1. Les causes du chômage dans la zone euro

La difficulté principale, toutefois, consiste à estimer dans quelle mesure nous pouvons véritablement agir sur le chômage de façon durable, ce qui soulève la question de savoir – comme cela a été longuement débattu au cours de cette conférence – si les facteurs du chômage sont à prédominance cyclique ou structurelle. Notre union monétaire regroupant dix-huit pays, cette question est nécessairement complexe pour la zone euro, mais permettez-moi néanmoins de vous donner un bref aperçu de la manière dont la BCE évalue la situation actuellement.

Graphique 1 : Variation du taux de chômage depuis 2008 – la zone euro et les États-Unis

La longue récession dans la zone euro

Une première constatation est que le PIB de la zone euro a subi un choc négatif important et particulièrement durable qui a de graves conséquences pour l’emploi. Cela est visible dans le graphique 1, qui montre l’évolution du chômage dans la zone euro et aux États-Unis depuis 2008. Tandis que les États-Unis ont enregistré une forte augmentation du chômage immédiatement après la Grande Récession, la zone euro, quant à elle, a connu deux hausses du chômage associées à deux récessions consécutives.

Entre début 2008 et début 2011, la situation est similaire des deux côtés de l’Atlantique : les taux de chômage s’accroissent fortement, se stabilisent, puis commencent progressivement à baisser. Ces phénomènes traduisent les sources communes du choc : la synchronisation des cycles financiers entre les économies avancées, la contraction des échanges commerciaux mondiaux à la suite de la faillite de Lehman Brothers, auxquelles s’ajoute une correction brutale des prix des actifs, notamment des logements, dans certains pays.

À partir de 2011, la situation évolue de façon différente dans ces deux régions du monde. Aux États-Unis, le chômage continue à diminuer plus ou moins au même rythme[ 1]. Dans la zone euro, par contre, il amorce une deuxième hausse qui n’atteindra son pic qu'en avril 2013. Cette différence est due à un second choc, propre à la zone euro et émanant de la crise de la dette souveraine, qui a provoqué une récession de l’économie de la zone euro pendant six trimestres. Toutefois, contrairement au choc provoqué par la faillite de Lehman Brothers, qui a frappé toutes les économies de la zone euro, la quasi-totalité des pertes d’emploi observées durant cette deuxième période étaient concentrées dans les pays ayant subi le contrecoup des tensions sur les marchés d’emprunts publics (graphique 2).

Graphique 2 : Lien entre tensions financières et chômage

Si la crise de la dette souveraine s’est manifestée via divers canaux, l’un de ses effets majeurs a été de paralyser partiellement les instruments de stabilisation macroéconomique.
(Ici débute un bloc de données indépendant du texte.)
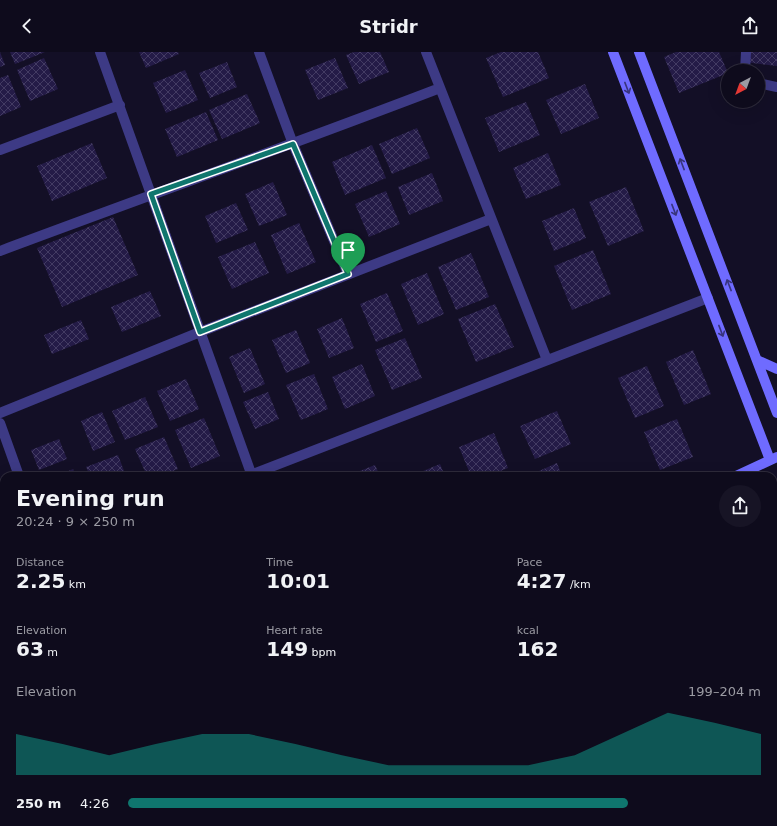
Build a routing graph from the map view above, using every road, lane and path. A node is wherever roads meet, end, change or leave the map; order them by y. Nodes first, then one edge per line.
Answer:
1 (100, 52) edge
2 (259, 52) edge
3 (426, 52) edge
4 (613, 52) edge
5 (639, 52) edge
6 (746, 52) edge
7 (745, 64) edge
8 (765, 84) edge
9 (777, 87) edge
10 (440, 88) junction
11 (120, 105) junction
12 (293, 144) junction
13 (0, 150) edge
14 (151, 194) junction
15 (492, 219) junction
16 (0, 250) edge
17 (348, 274) junction
18 (708, 298) junction
19 (200, 332) junction
20 (547, 360) junction
21 (757, 360) junction
22 (777, 369) edge
23 (0, 413) edge
24 (777, 413) edge
25 (0, 424) edge
26 (774, 459) edge
27 (18, 472) edge
28 (249, 472) edge
29 (260, 472) edge
30 (745, 472) edge

1 - 11 street
2 - 12 street
3 - 10 street
4 -> 18 street
21 -> 5 street
6 - 7 street
8 - 9 street
10 - 12 street
10 - 15 street
11 - 13 street
11 - 14 street
12 - 14 street
12 - 17 street
14 - 16 street
14 - 19 street
15 - 17 street
15 - 20 street
17 - 19 street
18 - 20 street
18 -> 26 street
19 - 23 street
19 - 28 street
20 - 29 street
21 - 22 street
21 - 24 street
25 - 27 street
26 - 30 street

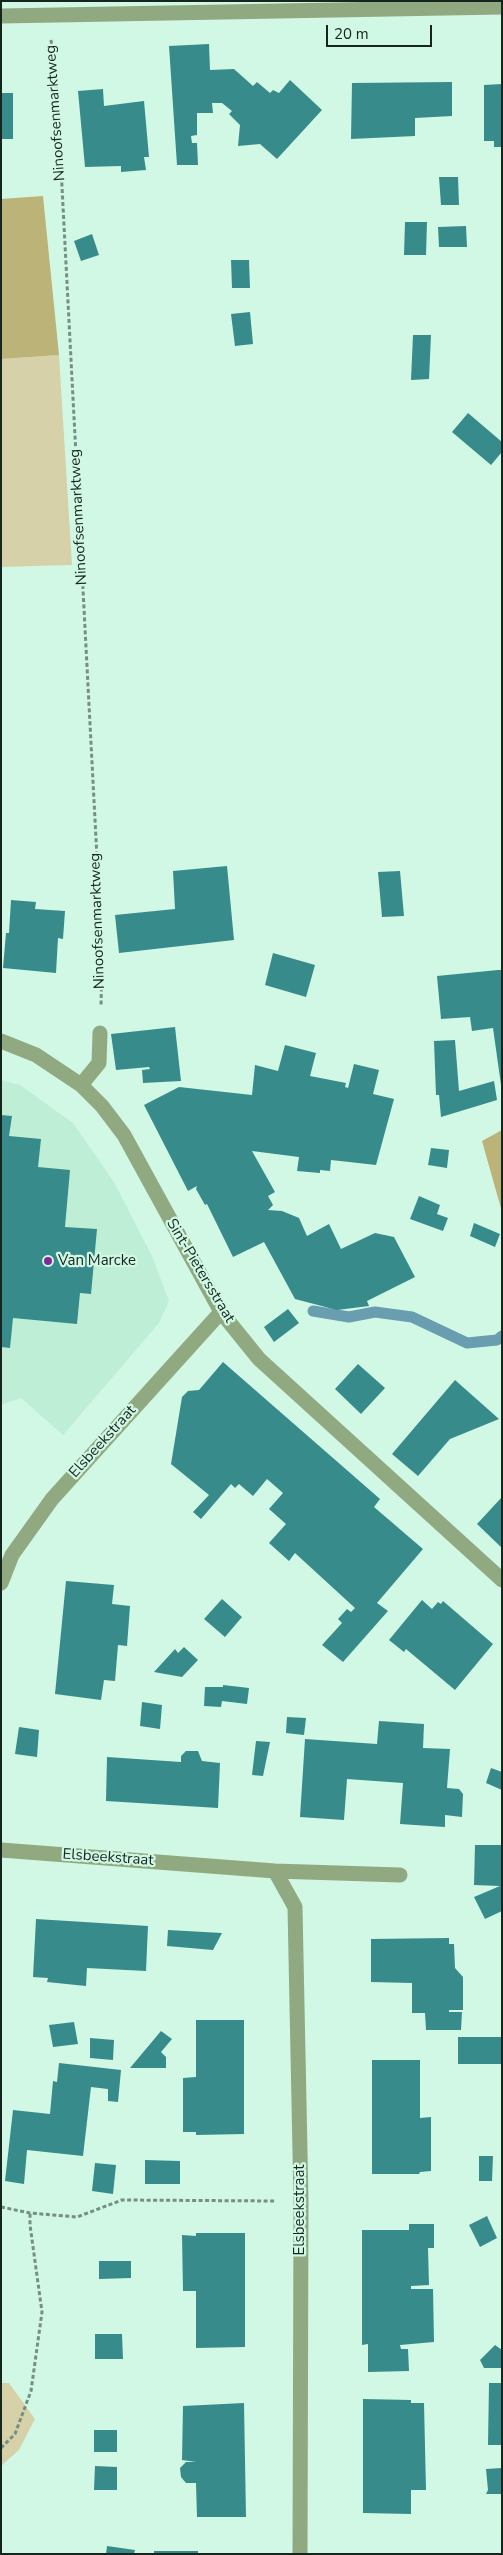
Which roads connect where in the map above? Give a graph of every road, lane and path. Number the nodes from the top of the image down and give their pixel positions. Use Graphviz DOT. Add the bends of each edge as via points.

Dans le domaine budgétaire, les services non marchands – dont l’administration publique, l’éducation et la santé – avaient favorisé l’emploi dans pratiquement tous les pays lors de la première phase de la crise, amortissant ainsi quelque peu le choc. Durant la seconde phase, cependant, la politique budgétaire a été contrainte par les inquiétudes entourant la soutenabilité de la dette et l’absence d’un dispositif de soutien commun, particulièrement quand les débats quant à la restructuration de la dette souveraine ont été lancés. L’assainissement budgétaire nécessaire a dû être concentré en début de période afin de restaurer la confiance des investisseurs. En a résulté une pression fiscale et un ralentissement de l’emploi dans le secteur public, venu s’ajouter à la contraction de l’emploi dans d’autres secteurs.

Les tensions liées à la dette souveraine ont également perturbé la transmission homogène de la politique monétaire dans la zone euro. Malgré des taux directeurs très faibles, le coût du capital a en fait augmenté à cette période dans les pays en difficulté, provoquant finalement un double resserrement de la politique monétaire et de la politique budgétaire. Dès lors, un axe important de notre politique monétaire a été, et demeure, de rétablir le bon fonctionnement du mécanisme de transmission monétaire. Établir un lien précis entre ces défaillances et les résultats du chômage n’est pas simple. Cela étant, les estimations des services de la BCE relatives à l’« écart de crédit » – différence entre les volumes effectifs et normaux de crédit en l’absence d’effets de crises – dans les pays en proie à des difficultés laissent penser que les conditions de crédit exercent un frein déterminant sur l’activité économique[ 2].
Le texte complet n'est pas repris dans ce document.